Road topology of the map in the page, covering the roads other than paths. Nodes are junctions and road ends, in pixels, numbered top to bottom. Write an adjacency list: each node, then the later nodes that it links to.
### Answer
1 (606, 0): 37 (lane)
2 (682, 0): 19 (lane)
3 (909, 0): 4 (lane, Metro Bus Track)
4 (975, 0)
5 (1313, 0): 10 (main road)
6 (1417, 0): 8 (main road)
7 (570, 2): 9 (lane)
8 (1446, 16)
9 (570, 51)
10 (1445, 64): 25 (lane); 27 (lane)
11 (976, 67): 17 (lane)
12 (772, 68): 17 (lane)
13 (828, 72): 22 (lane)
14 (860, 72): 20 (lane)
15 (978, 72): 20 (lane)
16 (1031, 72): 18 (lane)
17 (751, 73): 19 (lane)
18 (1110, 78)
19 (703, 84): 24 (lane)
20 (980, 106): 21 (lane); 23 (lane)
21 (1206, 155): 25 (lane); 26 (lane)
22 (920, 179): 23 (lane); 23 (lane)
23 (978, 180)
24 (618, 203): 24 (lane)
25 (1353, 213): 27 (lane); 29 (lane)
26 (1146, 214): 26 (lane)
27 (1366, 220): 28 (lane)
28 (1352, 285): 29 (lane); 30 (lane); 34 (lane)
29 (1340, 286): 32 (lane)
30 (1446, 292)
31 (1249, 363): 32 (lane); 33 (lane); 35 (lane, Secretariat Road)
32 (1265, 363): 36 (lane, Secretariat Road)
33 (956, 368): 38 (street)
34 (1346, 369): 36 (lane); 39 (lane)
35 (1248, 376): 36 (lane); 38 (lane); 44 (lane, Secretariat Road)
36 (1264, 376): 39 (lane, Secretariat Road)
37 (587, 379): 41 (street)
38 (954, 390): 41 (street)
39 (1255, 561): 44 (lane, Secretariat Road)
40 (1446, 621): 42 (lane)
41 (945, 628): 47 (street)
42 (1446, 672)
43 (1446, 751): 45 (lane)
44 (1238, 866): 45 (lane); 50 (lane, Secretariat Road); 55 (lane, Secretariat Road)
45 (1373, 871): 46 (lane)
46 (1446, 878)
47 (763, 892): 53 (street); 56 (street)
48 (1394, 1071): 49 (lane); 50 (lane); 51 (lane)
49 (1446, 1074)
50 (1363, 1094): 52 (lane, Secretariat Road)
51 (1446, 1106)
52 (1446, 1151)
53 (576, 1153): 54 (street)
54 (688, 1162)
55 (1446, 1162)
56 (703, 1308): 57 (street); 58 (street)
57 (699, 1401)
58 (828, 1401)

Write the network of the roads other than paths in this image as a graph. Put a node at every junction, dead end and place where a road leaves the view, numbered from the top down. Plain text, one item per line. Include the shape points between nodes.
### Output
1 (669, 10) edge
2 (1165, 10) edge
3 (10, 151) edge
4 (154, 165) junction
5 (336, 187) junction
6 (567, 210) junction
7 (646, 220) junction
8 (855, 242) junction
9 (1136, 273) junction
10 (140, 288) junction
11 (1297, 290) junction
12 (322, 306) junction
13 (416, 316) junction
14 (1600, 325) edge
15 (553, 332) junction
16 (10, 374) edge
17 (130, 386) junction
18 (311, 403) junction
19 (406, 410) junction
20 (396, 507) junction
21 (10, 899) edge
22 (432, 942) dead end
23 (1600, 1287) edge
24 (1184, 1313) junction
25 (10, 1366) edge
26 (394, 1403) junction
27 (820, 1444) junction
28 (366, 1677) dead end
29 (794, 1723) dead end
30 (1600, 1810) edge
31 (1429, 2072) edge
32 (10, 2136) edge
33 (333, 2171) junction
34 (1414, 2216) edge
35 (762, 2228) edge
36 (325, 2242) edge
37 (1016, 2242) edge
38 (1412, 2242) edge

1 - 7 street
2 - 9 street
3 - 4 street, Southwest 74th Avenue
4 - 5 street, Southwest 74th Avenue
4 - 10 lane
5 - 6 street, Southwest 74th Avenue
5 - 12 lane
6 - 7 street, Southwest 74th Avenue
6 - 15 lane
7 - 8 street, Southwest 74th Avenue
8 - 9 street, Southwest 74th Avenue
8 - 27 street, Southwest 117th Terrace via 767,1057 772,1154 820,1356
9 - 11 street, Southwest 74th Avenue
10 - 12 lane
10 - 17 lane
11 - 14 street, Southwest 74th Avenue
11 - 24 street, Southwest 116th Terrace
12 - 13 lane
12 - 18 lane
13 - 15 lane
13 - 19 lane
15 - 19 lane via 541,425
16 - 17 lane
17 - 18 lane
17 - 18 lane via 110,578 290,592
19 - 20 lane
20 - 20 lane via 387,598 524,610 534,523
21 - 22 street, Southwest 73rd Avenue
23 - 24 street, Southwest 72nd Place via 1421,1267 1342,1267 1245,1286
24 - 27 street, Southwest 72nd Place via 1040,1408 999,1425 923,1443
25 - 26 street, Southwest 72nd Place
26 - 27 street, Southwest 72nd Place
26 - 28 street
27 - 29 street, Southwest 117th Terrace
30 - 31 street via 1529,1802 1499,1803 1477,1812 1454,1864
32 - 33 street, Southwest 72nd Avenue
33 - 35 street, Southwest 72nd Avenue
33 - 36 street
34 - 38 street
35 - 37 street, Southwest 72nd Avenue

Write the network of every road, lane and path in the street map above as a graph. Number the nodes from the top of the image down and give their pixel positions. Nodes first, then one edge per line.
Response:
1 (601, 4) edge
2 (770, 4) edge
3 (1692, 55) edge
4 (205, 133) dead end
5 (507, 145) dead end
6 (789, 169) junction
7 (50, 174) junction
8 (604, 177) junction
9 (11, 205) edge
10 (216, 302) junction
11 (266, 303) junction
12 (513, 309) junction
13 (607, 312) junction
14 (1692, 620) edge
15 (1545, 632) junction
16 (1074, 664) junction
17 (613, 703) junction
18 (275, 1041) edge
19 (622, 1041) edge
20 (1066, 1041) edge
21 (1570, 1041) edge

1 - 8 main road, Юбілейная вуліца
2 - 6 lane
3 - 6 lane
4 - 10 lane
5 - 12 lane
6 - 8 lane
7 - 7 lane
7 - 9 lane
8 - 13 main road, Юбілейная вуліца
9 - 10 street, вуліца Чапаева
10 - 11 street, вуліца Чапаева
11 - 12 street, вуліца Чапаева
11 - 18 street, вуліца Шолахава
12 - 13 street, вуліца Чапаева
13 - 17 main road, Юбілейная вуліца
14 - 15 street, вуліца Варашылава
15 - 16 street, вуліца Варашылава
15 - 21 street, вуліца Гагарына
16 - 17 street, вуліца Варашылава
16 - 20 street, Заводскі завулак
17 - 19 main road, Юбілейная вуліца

------------------------------------

* Task prompt: All of the records above are to be printed again exactly as they appear.

* Reply to the task:
Road topology of the map in the page, covering the roads other than paths. Nodes are junctions and road ends, in pixels, numbered top to bottom. Write an adjacency list: each node, then the later nodes that it links to.
### Answer
1 (606, 0): 37 (lane)
2 (682, 0): 19 (lane)
3 (909, 0): 4 (lane, Metro Bus Track)
4 (975, 0)
5 (1313, 0): 10 (main road)
6 (1417, 0): 8 (main road)
7 (570, 2): 9 (lane)
8 (1446, 16)
9 (570, 51)
10 (1445, 64): 25 (lane); 27 (lane)
11 (976, 67): 17 (lane)
12 (772, 68): 17 (lane)
13 (828, 72): 22 (lane)
14 (860, 72): 20 (lane)
15 (978, 72): 20 (lane)
16 (1031, 72): 18 (lane)
17 (751, 73): 19 (lane)
18 (1110, 78)
19 (703, 84): 24 (lane)
20 (980, 106): 21 (lane); 23 (lane)
21 (1206, 155): 25 (lane); 26 (lane)
22 (920, 179): 23 (lane); 23 (lane)
23 (978, 180)
24 (618, 203): 24 (lane)
25 (1353, 213): 27 (lane); 29 (lane)
26 (1146, 214): 26 (lane)
27 (1366, 220): 28 (lane)
28 (1352, 285): 29 (lane); 30 (lane); 34 (lane)
29 (1340, 286): 32 (lane)
30 (1446, 292)
31 (1249, 363): 32 (lane); 33 (lane); 35 (lane, Secretariat Road)
32 (1265, 363): 36 (lane, Secretariat Road)
33 (956, 368): 38 (street)
34 (1346, 369): 36 (lane); 39 (lane)
35 (1248, 376): 36 (lane); 38 (lane); 44 (lane, Secretariat Road)
36 (1264, 376): 39 (lane, Secretariat Road)
37 (587, 379): 41 (street)
38 (954, 390): 41 (street)
39 (1255, 561): 44 (lane, Secretariat Road)
40 (1446, 621): 42 (lane)
41 (945, 628): 47 (street)
42 (1446, 672)
43 (1446, 751): 45 (lane)
44 (1238, 866): 45 (lane); 50 (lane, Secretariat Road); 55 (lane, Secretariat Road)
45 (1373, 871): 46 (lane)
46 (1446, 878)
47 (763, 892): 53 (street); 56 (street)
48 (1394, 1071): 49 (lane); 50 (lane); 51 (lane)
49 (1446, 1074)
50 (1363, 1094): 52 (lane, Secretariat Road)
51 (1446, 1106)
52 (1446, 1151)
53 (576, 1153): 54 (street)
54 (688, 1162)
55 (1446, 1162)
56 (703, 1308): 57 (street); 58 (street)
57 (699, 1401)
58 (828, 1401)

Write the network of the roads other than paths in this image as a graph. Put a node at every junction, dead end and place where a road leaves the view, numbered from the top down. Plain text, one item per line. Include the shape points between nodes.
### Output
1 (669, 10) edge
2 (1165, 10) edge
3 (10, 151) edge
4 (154, 165) junction
5 (336, 187) junction
6 (567, 210) junction
7 (646, 220) junction
8 (855, 242) junction
9 (1136, 273) junction
10 (140, 288) junction
11 (1297, 290) junction
12 (322, 306) junction
13 (416, 316) junction
14 (1600, 325) edge
15 (553, 332) junction
16 (10, 374) edge
17 (130, 386) junction
18 (311, 403) junction
19 (406, 410) junction
20 (396, 507) junction
21 (10, 899) edge
22 (432, 942) dead end
23 (1600, 1287) edge
24 (1184, 1313) junction
25 (10, 1366) edge
26 (394, 1403) junction
27 (820, 1444) junction
28 (366, 1677) dead end
29 (794, 1723) dead end
30 (1600, 1810) edge
31 (1429, 2072) edge
32 (10, 2136) edge
33 (333, 2171) junction
34 (1414, 2216) edge
35 (762, 2228) edge
36 (325, 2242) edge
37 (1016, 2242) edge
38 (1412, 2242) edge

1 - 7 street
2 - 9 street
3 - 4 street, Southwest 74th Avenue
4 - 5 street, Southwest 74th Avenue
4 - 10 lane
5 - 6 street, Southwest 74th Avenue
5 - 12 lane
6 - 7 street, Southwest 74th Avenue
6 - 15 lane
7 - 8 street, Southwest 74th Avenue
8 - 9 street, Southwest 74th Avenue
8 - 27 street, Southwest 117th Terrace via 767,1057 772,1154 820,1356
9 - 11 street, Southwest 74th Avenue
10 - 12 lane
10 - 17 lane
11 - 14 street, Southwest 74th Avenue
11 - 24 street, Southwest 116th Terrace
12 - 13 lane
12 - 18 lane
13 - 15 lane
13 - 19 lane
15 - 19 lane via 541,425
16 - 17 lane
17 - 18 lane
17 - 18 lane via 110,578 290,592
19 - 20 lane
20 - 20 lane via 387,598 524,610 534,523
21 - 22 street, Southwest 73rd Avenue
23 - 24 street, Southwest 72nd Place via 1421,1267 1342,1267 1245,1286
24 - 27 street, Southwest 72nd Place via 1040,1408 999,1425 923,1443
25 - 26 street, Southwest 72nd Place
26 - 27 street, Southwest 72nd Place
26 - 28 street
27 - 29 street, Southwest 117th Terrace
30 - 31 street via 1529,1802 1499,1803 1477,1812 1454,1864
32 - 33 street, Southwest 72nd Avenue
33 - 35 street, Southwest 72nd Avenue
33 - 36 street
34 - 38 street
35 - 37 street, Southwest 72nd Avenue

Write the network of every road, lane and path in the street map above as a graph. Number the nodes from the top of the image down and give their pixel positions. Nodes first, then one edge per line.
Response:
1 (601, 4) edge
2 (770, 4) edge
3 (1692, 55) edge
4 (205, 133) dead end
5 (507, 145) dead end
6 (789, 169) junction
7 (50, 174) junction
8 (604, 177) junction
9 (11, 205) edge
10 (216, 302) junction
11 (266, 303) junction
12 (513, 309) junction
13 (607, 312) junction
14 (1692, 620) edge
15 (1545, 632) junction
16 (1074, 664) junction
17 (613, 703) junction
18 (275, 1041) edge
19 (622, 1041) edge
20 (1066, 1041) edge
21 (1570, 1041) edge

1 - 8 main road, Юбілейная вуліца
2 - 6 lane
3 - 6 lane
4 - 10 lane
5 - 12 lane
6 - 8 lane
7 - 7 lane
7 - 9 lane
8 - 13 main road, Юбілейная вуліца
9 - 10 street, вуліца Чапаева
10 - 11 street, вуліца Чапаева
11 - 12 street, вуліца Чапаева
11 - 18 street, вуліца Шолахава
12 - 13 street, вуліца Чапаева
13 - 17 main road, Юбілейная вуліца
14 - 15 street, вуліца Варашылава
15 - 16 street, вуліца Варашылава
15 - 21 street, вуліца Гагарына
16 - 17 street, вуліца Варашылава
16 - 20 street, Заводскі завулак
17 - 19 main road, Юбілейная вуліца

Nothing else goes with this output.